▸ **Your goal**
Lines from the one containing "middle tip: (1199, 900)" through the final line of the records are the only ones to copy, and each must match exactly.

------------------------------------

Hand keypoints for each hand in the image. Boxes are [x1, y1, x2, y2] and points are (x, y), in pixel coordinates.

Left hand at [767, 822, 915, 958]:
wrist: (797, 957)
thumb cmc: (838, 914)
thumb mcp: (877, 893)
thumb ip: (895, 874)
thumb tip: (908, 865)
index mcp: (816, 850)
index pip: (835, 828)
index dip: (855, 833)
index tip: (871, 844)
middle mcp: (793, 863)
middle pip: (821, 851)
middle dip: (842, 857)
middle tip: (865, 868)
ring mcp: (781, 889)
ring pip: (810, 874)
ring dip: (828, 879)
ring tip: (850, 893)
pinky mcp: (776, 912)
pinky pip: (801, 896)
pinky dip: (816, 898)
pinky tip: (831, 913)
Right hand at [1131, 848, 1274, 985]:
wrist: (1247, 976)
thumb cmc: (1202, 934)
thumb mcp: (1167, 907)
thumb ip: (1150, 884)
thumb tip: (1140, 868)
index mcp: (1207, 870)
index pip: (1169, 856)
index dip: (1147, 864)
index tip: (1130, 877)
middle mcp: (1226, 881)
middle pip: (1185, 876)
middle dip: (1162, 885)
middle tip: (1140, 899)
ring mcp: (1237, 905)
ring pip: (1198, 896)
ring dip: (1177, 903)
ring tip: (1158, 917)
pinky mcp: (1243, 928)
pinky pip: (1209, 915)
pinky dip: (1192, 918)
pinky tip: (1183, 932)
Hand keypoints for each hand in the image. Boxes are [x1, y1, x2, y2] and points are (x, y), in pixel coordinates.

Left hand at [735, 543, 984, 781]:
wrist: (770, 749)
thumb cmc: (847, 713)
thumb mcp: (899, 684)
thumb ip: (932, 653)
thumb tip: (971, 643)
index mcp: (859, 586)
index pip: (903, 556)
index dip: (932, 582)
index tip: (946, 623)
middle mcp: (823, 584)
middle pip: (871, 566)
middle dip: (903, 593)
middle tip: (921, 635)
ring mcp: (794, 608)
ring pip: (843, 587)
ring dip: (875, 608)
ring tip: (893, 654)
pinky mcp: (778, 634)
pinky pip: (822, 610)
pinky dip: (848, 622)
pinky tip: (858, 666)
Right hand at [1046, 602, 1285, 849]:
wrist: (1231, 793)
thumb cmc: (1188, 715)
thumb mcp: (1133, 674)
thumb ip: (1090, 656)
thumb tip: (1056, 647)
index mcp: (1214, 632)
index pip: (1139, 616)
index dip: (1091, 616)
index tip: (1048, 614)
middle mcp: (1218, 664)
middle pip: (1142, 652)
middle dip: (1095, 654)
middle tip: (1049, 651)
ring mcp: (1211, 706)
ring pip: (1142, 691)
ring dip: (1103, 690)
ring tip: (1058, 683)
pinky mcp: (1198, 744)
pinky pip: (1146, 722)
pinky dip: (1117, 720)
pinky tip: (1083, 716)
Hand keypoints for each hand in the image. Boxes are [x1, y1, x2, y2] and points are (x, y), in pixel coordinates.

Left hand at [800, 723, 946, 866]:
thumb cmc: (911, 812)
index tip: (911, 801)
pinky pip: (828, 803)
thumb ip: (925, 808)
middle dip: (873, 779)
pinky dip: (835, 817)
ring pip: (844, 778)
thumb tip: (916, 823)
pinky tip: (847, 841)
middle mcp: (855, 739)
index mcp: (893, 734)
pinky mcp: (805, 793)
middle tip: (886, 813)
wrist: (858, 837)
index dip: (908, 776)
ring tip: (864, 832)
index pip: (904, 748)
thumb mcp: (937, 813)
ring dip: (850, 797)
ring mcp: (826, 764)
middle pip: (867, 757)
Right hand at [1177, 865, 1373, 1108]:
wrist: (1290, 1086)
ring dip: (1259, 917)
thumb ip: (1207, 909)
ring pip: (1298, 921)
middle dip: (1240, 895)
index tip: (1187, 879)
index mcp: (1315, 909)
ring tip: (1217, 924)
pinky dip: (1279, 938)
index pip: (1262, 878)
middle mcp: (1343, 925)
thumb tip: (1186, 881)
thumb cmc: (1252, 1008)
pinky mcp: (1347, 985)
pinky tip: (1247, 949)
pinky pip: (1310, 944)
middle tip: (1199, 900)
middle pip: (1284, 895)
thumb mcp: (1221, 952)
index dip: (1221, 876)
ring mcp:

------------------------------------

▸ **Completed task**
middle tip: (1199, 900)
middle pip: (1284, 895)
thumb mcp: (1221, 952)
index dip: (1221, 876)
ring mcp:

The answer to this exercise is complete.